Stored items:
*****

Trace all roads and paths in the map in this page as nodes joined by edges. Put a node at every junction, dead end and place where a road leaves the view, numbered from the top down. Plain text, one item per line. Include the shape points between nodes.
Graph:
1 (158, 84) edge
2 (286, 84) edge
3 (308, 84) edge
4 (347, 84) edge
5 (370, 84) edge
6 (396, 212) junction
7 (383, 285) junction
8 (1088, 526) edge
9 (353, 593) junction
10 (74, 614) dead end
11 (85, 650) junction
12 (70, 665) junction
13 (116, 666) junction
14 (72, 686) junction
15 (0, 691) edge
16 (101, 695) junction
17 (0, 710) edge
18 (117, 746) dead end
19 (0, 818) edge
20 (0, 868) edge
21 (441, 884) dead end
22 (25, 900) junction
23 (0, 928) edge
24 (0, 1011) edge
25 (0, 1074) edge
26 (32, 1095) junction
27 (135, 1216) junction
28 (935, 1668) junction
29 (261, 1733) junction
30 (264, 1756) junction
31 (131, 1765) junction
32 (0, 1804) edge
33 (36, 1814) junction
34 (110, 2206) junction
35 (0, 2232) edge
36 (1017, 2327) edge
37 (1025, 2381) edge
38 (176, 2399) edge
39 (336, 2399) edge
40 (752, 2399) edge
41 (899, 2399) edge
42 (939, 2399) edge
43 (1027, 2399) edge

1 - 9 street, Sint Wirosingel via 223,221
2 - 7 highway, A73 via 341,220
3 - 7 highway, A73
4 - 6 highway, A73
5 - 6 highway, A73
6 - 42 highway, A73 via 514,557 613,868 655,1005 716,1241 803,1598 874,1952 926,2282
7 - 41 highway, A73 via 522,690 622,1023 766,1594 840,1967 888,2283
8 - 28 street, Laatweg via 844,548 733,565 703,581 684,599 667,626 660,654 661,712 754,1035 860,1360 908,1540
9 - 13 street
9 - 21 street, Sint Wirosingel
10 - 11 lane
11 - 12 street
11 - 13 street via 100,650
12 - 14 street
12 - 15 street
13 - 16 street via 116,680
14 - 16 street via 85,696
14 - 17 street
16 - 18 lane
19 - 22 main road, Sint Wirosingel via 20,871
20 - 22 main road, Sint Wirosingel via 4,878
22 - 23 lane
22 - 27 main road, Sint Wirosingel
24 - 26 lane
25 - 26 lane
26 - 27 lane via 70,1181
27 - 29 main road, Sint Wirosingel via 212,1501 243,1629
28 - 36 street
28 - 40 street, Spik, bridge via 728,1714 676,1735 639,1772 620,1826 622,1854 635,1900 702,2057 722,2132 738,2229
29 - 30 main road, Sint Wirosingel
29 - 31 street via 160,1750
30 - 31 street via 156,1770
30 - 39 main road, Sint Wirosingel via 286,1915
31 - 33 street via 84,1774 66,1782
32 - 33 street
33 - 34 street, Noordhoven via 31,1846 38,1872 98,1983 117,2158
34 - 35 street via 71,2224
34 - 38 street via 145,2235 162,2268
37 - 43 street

*****

All of the lines above that carry the string "dead" need to be found and copied.

Written reply:
Trace all roads and paths in the map in this page as nodes joined by edges. Put a node at every junction, dead end and place where a road leaves the view, numbered from the top down. Plain text, one item per line. Include the shape points between nodes.
10 (74, 614) dead end
18 (117, 746) dead end
21 (441, 884) dead end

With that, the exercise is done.